**What to work on:**
Return every record below exactly as written.

%%

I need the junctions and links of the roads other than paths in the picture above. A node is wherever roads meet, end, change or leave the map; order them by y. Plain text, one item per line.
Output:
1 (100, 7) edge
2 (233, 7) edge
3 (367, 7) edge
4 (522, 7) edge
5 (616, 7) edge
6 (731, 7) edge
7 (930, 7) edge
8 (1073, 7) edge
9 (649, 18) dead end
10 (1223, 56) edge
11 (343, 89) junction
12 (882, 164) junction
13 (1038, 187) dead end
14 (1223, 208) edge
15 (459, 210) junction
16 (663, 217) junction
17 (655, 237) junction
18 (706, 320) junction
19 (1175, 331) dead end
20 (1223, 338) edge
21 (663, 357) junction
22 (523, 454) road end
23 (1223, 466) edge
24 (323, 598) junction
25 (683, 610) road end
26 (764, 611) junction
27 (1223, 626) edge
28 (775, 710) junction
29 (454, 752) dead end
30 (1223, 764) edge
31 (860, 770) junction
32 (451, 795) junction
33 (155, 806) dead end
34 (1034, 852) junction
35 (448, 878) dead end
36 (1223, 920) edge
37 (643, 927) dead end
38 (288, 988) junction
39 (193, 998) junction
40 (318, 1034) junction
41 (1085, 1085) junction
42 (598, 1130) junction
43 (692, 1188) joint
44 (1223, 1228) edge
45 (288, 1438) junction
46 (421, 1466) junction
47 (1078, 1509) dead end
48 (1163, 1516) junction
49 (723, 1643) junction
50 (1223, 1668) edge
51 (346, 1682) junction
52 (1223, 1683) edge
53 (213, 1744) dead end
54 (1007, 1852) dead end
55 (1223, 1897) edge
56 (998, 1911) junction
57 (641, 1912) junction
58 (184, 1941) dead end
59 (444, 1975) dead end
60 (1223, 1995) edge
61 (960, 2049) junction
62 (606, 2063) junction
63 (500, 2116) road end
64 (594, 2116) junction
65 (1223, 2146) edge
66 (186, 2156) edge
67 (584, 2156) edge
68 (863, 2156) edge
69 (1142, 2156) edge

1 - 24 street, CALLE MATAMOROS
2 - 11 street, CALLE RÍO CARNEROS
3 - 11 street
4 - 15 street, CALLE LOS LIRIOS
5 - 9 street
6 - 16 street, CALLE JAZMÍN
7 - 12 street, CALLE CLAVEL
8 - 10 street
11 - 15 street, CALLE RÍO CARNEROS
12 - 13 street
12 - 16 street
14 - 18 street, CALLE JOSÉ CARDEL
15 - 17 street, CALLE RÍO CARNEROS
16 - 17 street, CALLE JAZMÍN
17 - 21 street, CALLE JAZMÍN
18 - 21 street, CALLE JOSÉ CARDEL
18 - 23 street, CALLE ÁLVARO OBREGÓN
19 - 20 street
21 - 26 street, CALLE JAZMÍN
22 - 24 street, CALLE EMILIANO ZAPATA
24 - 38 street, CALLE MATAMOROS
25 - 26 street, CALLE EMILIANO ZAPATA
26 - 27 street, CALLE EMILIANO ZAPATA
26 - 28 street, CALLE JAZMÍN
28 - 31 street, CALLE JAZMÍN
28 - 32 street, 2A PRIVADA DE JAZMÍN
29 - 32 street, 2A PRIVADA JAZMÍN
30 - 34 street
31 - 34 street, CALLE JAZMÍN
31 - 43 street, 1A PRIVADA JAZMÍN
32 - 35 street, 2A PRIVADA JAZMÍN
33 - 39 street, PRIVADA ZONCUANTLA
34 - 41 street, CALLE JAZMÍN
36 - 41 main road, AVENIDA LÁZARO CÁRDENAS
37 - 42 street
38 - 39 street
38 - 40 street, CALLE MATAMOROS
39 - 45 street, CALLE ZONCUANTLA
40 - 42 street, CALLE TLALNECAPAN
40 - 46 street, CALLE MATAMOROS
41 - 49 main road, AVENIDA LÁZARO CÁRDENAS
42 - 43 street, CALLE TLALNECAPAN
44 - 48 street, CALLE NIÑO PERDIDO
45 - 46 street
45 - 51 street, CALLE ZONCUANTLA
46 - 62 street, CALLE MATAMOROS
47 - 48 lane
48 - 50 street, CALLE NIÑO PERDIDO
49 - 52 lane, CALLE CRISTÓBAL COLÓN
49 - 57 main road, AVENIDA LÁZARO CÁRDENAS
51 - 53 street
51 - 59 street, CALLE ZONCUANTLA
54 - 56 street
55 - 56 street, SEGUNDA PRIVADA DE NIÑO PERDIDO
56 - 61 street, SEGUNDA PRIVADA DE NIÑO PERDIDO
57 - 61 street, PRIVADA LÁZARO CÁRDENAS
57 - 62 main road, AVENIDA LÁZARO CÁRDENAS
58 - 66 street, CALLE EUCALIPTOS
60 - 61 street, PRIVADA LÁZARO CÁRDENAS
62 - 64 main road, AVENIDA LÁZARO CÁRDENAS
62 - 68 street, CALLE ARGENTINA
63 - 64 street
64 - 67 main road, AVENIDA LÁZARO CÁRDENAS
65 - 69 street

%%

**Response to the task:**
I need the junctions and links of the roads other than paths in the picture above. A node is wherever roads meet, end, change or leave the map; order them by y. Plain text, one item per line.
Output:
1 (100, 7) edge
2 (233, 7) edge
3 (367, 7) edge
4 (522, 7) edge
5 (616, 7) edge
6 (731, 7) edge
7 (930, 7) edge
8 (1073, 7) edge
9 (649, 18) dead end
10 (1223, 56) edge
11 (343, 89) junction
12 (882, 164) junction
13 (1038, 187) dead end
14 (1223, 208) edge
15 (459, 210) junction
16 (663, 217) junction
17 (655, 237) junction
18 (706, 320) junction
19 (1175, 331) dead end
20 (1223, 338) edge
21 (663, 357) junction
22 (523, 454) road end
23 (1223, 466) edge
24 (323, 598) junction
25 (683, 610) road end
26 (764, 611) junction
27 (1223, 626) edge
28 (775, 710) junction
29 (454, 752) dead end
30 (1223, 764) edge
31 (860, 770) junction
32 (451, 795) junction
33 (155, 806) dead end
34 (1034, 852) junction
35 (448, 878) dead end
36 (1223, 920) edge
37 (643, 927) dead end
38 (288, 988) junction
39 (193, 998) junction
40 (318, 1034) junction
41 (1085, 1085) junction
42 (598, 1130) junction
43 (692, 1188) joint
44 (1223, 1228) edge
45 (288, 1438) junction
46 (421, 1466) junction
47 (1078, 1509) dead end
48 (1163, 1516) junction
49 (723, 1643) junction
50 (1223, 1668) edge
51 (346, 1682) junction
52 (1223, 1683) edge
53 (213, 1744) dead end
54 (1007, 1852) dead end
55 (1223, 1897) edge
56 (998, 1911) junction
57 (641, 1912) junction
58 (184, 1941) dead end
59 (444, 1975) dead end
60 (1223, 1995) edge
61 (960, 2049) junction
62 (606, 2063) junction
63 (500, 2116) road end
64 (594, 2116) junction
65 (1223, 2146) edge
66 (186, 2156) edge
67 (584, 2156) edge
68 (863, 2156) edge
69 (1142, 2156) edge

1 - 24 street, CALLE MATAMOROS
2 - 11 street, CALLE RÍO CARNEROS
3 - 11 street
4 - 15 street, CALLE LOS LIRIOS
5 - 9 street
6 - 16 street, CALLE JAZMÍN
7 - 12 street, CALLE CLAVEL
8 - 10 street
11 - 15 street, CALLE RÍO CARNEROS
12 - 13 street
12 - 16 street
14 - 18 street, CALLE JOSÉ CARDEL
15 - 17 street, CALLE RÍO CARNEROS
16 - 17 street, CALLE JAZMÍN
17 - 21 street, CALLE JAZMÍN
18 - 21 street, CALLE JOSÉ CARDEL
18 - 23 street, CALLE ÁLVARO OBREGÓN
19 - 20 street
21 - 26 street, CALLE JAZMÍN
22 - 24 street, CALLE EMILIANO ZAPATA
24 - 38 street, CALLE MATAMOROS
25 - 26 street, CALLE EMILIANO ZAPATA
26 - 27 street, CALLE EMILIANO ZAPATA
26 - 28 street, CALLE JAZMÍN
28 - 31 street, CALLE JAZMÍN
28 - 32 street, 2A PRIVADA DE JAZMÍN
29 - 32 street, 2A PRIVADA JAZMÍN
30 - 34 street
31 - 34 street, CALLE JAZMÍN
31 - 43 street, 1A PRIVADA JAZMÍN
32 - 35 street, 2A PRIVADA JAZMÍN
33 - 39 street, PRIVADA ZONCUANTLA
34 - 41 street, CALLE JAZMÍN
36 - 41 main road, AVENIDA LÁZARO CÁRDENAS
37 - 42 street
38 - 39 street
38 - 40 street, CALLE MATAMOROS
39 - 45 street, CALLE ZONCUANTLA
40 - 42 street, CALLE TLALNECAPAN
40 - 46 street, CALLE MATAMOROS
41 - 49 main road, AVENIDA LÁZARO CÁRDENAS
42 - 43 street, CALLE TLALNECAPAN
44 - 48 street, CALLE NIÑO PERDIDO
45 - 46 street
45 - 51 street, CALLE ZONCUANTLA
46 - 62 street, CALLE MATAMOROS
47 - 48 lane
48 - 50 street, CALLE NIÑO PERDIDO
49 - 52 lane, CALLE CRISTÓBAL COLÓN
49 - 57 main road, AVENIDA LÁZARO CÁRDENAS
51 - 53 street
51 - 59 street, CALLE ZONCUANTLA
54 - 56 street
55 - 56 street, SEGUNDA PRIVADA DE NIÑO PERDIDO
56 - 61 street, SEGUNDA PRIVADA DE NIÑO PERDIDO
57 - 61 street, PRIVADA LÁZARO CÁRDENAS
57 - 62 main road, AVENIDA LÁZARO CÁRDENAS
58 - 66 street, CALLE EUCALIPTOS
60 - 61 street, PRIVADA LÁZARO CÁRDENAS
62 - 64 main road, AVENIDA LÁZARO CÁRDENAS
62 - 68 street, CALLE ARGENTINA
63 - 64 street
64 - 67 main road, AVENIDA LÁZARO CÁRDENAS
65 - 69 street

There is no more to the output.